Oracle assures me that tape density is keeping up if not gaining on disk density trends and capacity. But density or capacity are not the only issues causing data to move off of tape in today’s enterprise data centers.
A problem with the data density trends discussion is that it’s one dimensional (well literally it’s 2 dimensional). With data compression, disk or tape systems can easily double the density on a piece of media. But with data deduplication, the multiples start becoming more like 5X to 30X depending on frequency of full backups or duplicated data. And number’s like those dwarf any discussion of density ratios and as such, get’s everyone’s attention.
I can remember talking to an avowed tape enginerr, years ago and he was describing deduplication technology at the VTL level as being architecturally inpure and inefficient. From his perspective it needed to be done much earlier in the data flow. But what they failed to see was the ability of VTL deduplication to be plug-compatible with the tape systems of that time. Such ease of adoption allowed deduplication systems to build a beach-head and economies of scale. From there such systems have no been able to move up stream, into earlier stages of the backup data flow.
Nowadays, what with Avamar, Symantec Pure Disk and others, source level deduplication, or close by source level deduplication is a reality. But all this came about because they were able to offer 30X the density on a piece of backup storage.
Tape’s next step
Tape could easily fight back. All that would be needed is some system in front of a tape library that provided deduplication capabilities not just to the disk media but the tape media as well. This way the 30X density over non-deduplicated storage could follow through all the way to the tape media.

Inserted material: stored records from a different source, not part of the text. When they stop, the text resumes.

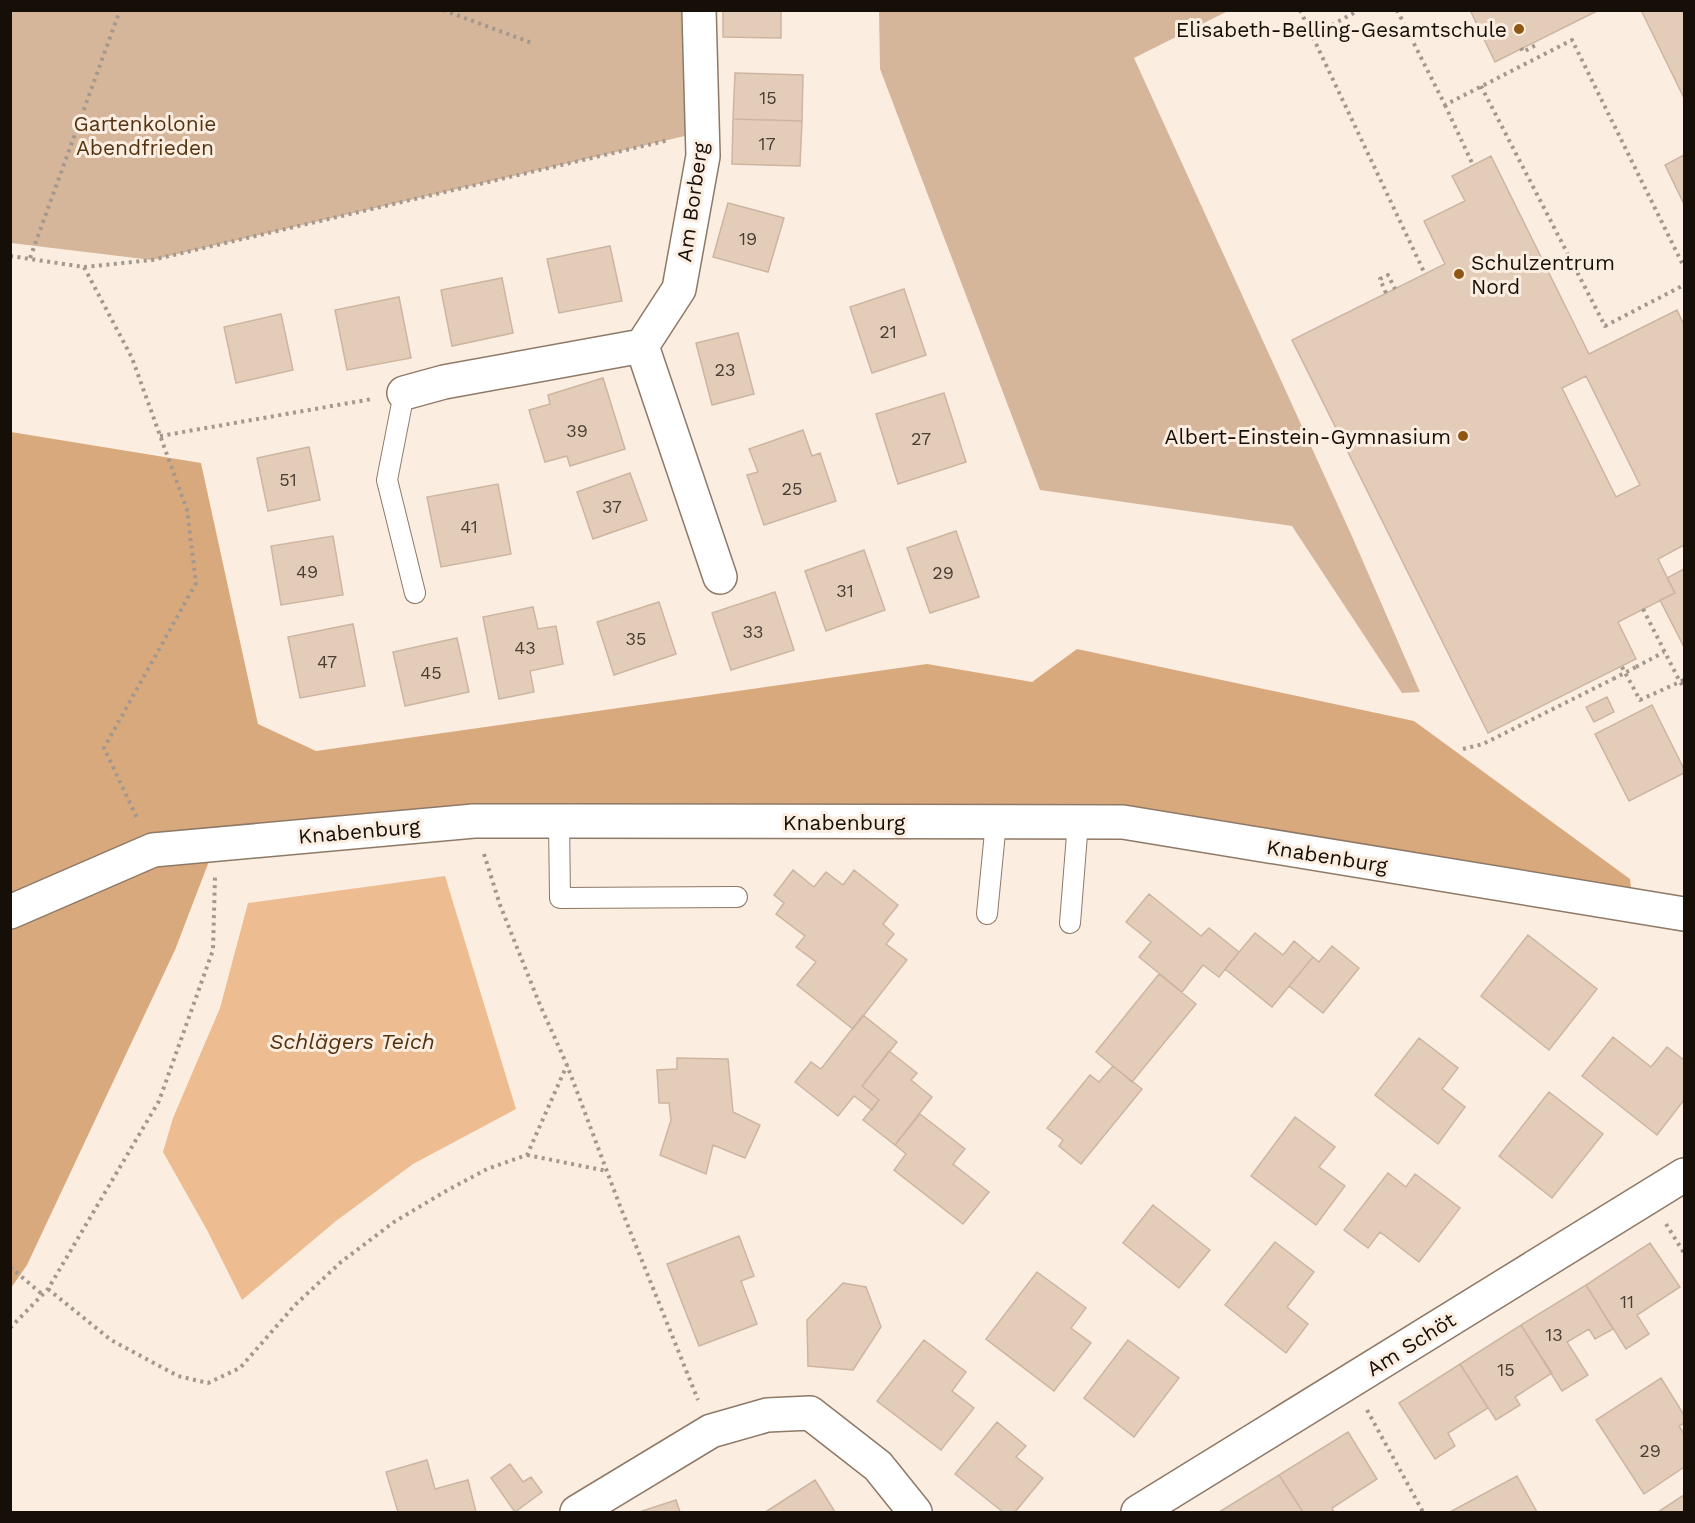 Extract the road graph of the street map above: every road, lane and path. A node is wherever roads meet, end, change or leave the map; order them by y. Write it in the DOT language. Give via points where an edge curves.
graph roads {
  1 [pos="120,10"];
  2 [pos="443,10"];
  3 [pos="699,10"];
  4 [pos="1300,10"];
  5 [pos="1359,10"];
  6 [pos="1397,10"];
  7 [pos="1312,36"];
  8 [pos="532,43"];
  9 [pos="1536,45"];
  10 [pos="1521,48"];
  11 [pos="1481,86"];
  12 [pos="1445,105"];
  13 [pos="702,132"];
  14 [pos="1473,165"];
  15 [pos="10,256"];
  16 [pos="30,258"];
  17 [pos="84,267"];
  18 [pos="1684,267"];
  19 [pos="1425,274"];
  20 [pos="1684,285"];
  21 [pos="1394,288"];
  22 [pos="642,346"];
  23 [pos="404,393"];
  24 [pos="160,436"];
  25 [pos="720,577"];
  26 [pos="415,593"];
  27 [pos="1643,609"];
  28 [pos="1664,652"];
  29 [pos="1622,667"];
  30 [pos="1682,681"];
  31 [pos="1684,687"];
  32 [pos="1463,749"];
  33 [pos="474,821"];
  34 [pos="559,821"];
  35 [pos="996,822"];
  36 [pos="1078,822"];
  37 [pos="216,843"];
  38 [pos="153,850"];
  39 [pos="737,897"];
  40 [pos="10,912"];
  41 [pos="987,914"];
  42 [pos="1684,914"];
  43 [pos="1070,923"];
  44 [pos="567,1065"];
  45 [pos="527,1155"];
  46 [pos="607,1171"];
  47 [pos="1684,1175"];
  48 [pos="10,1267"];
  49 [pos="48,1290"];
  50 [pos="43,1295"];
  51 [pos="10,1328"];
  52 [pos="1352,1381"];
  53 [pos="711,1431"];
  54 [pos="577,1512"];
  55 [pos="915,1512"];
  56 [pos="1138,1512"];
  57 [pos="1423,1512"];
  1 -- 16 [label="path"];
  2 -- 8 [label="path"];
  3 -- 13 [label="street, Am Borberg"];
  4 -- 7 [label="path"];
  5 -- 7 [label="path"];
  6 -- 12 [label="path"];
  7 -- 19 [label="path"];
  9 -- 10 [label="path" via="1523,52"];
  11 -- 12 [label="path"];
  11 -- 18 [label="path" via="1572,40"];
  11 -- 20 [label="path" via="1605,326"];
  12 -- 14 [label="path"];
  13 -- 17 [label="path" via="152,260"];
  13 -- 22 [label="street, Am Borberg" via="703,156 679,289"];
  15 -- 16 [label="path"];
  16 -- 17 [label="path"];
  17 -- 24 [label="path" via="132,358"];
  21 -- 21 [label="path" via="1388,275 1380,279 1386,292"];
  22 -- 23 [label="street" via="444,382"];
  22 -- 25 [label="street"];
  23 -- 24 [label="path"];
  23 -- 26 [label="lane" via="387,480"];
  24 -- 38 [label="path" via="187,510 196,583 104,748"];
  27 -- 28 [label="path"];
  28 -- 30 [label="path"];
  28 -- 32 [label="path, bridge" via="1483,744"];
  29 -- 30 [label="path" via="1640,700"];
  30 -- 31 [label="path"];
  33 -- 34 [label="street, Knabenburg"];
  33 -- 37 [label="street, Knabenburg"];
  33 -- 44 [label="path" via="500,905"];
  34 -- 35 [label="street, Knabenburg"];
  34 -- 39 [label="lane" via="560,897"];
  35 -- 36 [label="street, Knabenburg"];
  35 -- 41 [label="lane"];
  36 -- 42 [label="street, Knabenburg" via="1123,822"];
  36 -- 43 [label="lane"];
  37 -- 38 [label="street, Knabenburg"];
  37 -- 49 [label="path" via="213,950 159,1101"];
  38 -- 40 [label="street, Knabenburg"];
  44 -- 45 [label="path"];
  44 -- 46 [label="path"];
  45 -- 46 [label="path"];
  45 -- 49 [label="path" via="487,1169 394,1222 333,1269 295,1305 240,1368 208,1383 178,1376 111,1340"];
  46 -- 53 [label="path"];
  47 -- 52 [label="street, Am Schöt"];
  48 -- 50 [label="path"];
  49 -- 50 [label="path"];
  50 -- 51 [label="path"];
  52 -- 56 [label="street, Am Schöt"];
  52 -- 57 [label="path"];
  53 -- 54 [label="street"];
  53 -- 55 [label="street" via="767,1415 810,1413 878,1466"];
}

In the past, this made little sense because a deduplicated tape would require potentially multiple volumes in order to restore a particular set of data. However, with today’s 5TB of data on a tape, maybe this doesn’t have to be the case anymore. In addition, by having a deduplication system in front of the tape library, it could support most of the immediate data restore activity while data restored from tape was sort of like pulling something out of an archive and as such, might take longer to perform. In any event, with LTO’s multi-partitioning and the other enterprise class tapes having multiple domains, creating a structure with meta-data partition and a data partition is easier than ever.
There are plenty of places, that today’s tape vendors can obtain deduplication capabilities. Permabit offers Dedupe code for OEM applications for those that have no dedupe systems today. FalconStor, Sepaton and others offer deduplication systems that can be OEMed. IBM, HP, and Quantum already have tape libraries and their own dedupe systems available today all of which can readily support a deduplicating front-end to their tape libraries, if they don’t already.
Where “Tape Rulz”
There are places where data deduplication doesn’t work very well today, mainly rich media, physics, biopharm and other non-compressible big-data applications. For these situations, tape still has a home but for the rest of the data center world today, deduplication is taking over, if it hasn’t already. The sooner tape get’s on the deduplication bandwagon the better for the IT industry.
Of course there are other problems hurting tape today. I know of at least one large conglomerate that has moved all backup off tape altogether, even data which doesn’t deduplicate well (see my previous Oracle RMAN posts). And at least another rich media conglomerate that is considering the very same move. For now, tape has a safe harbor in big science, but it won’t last long.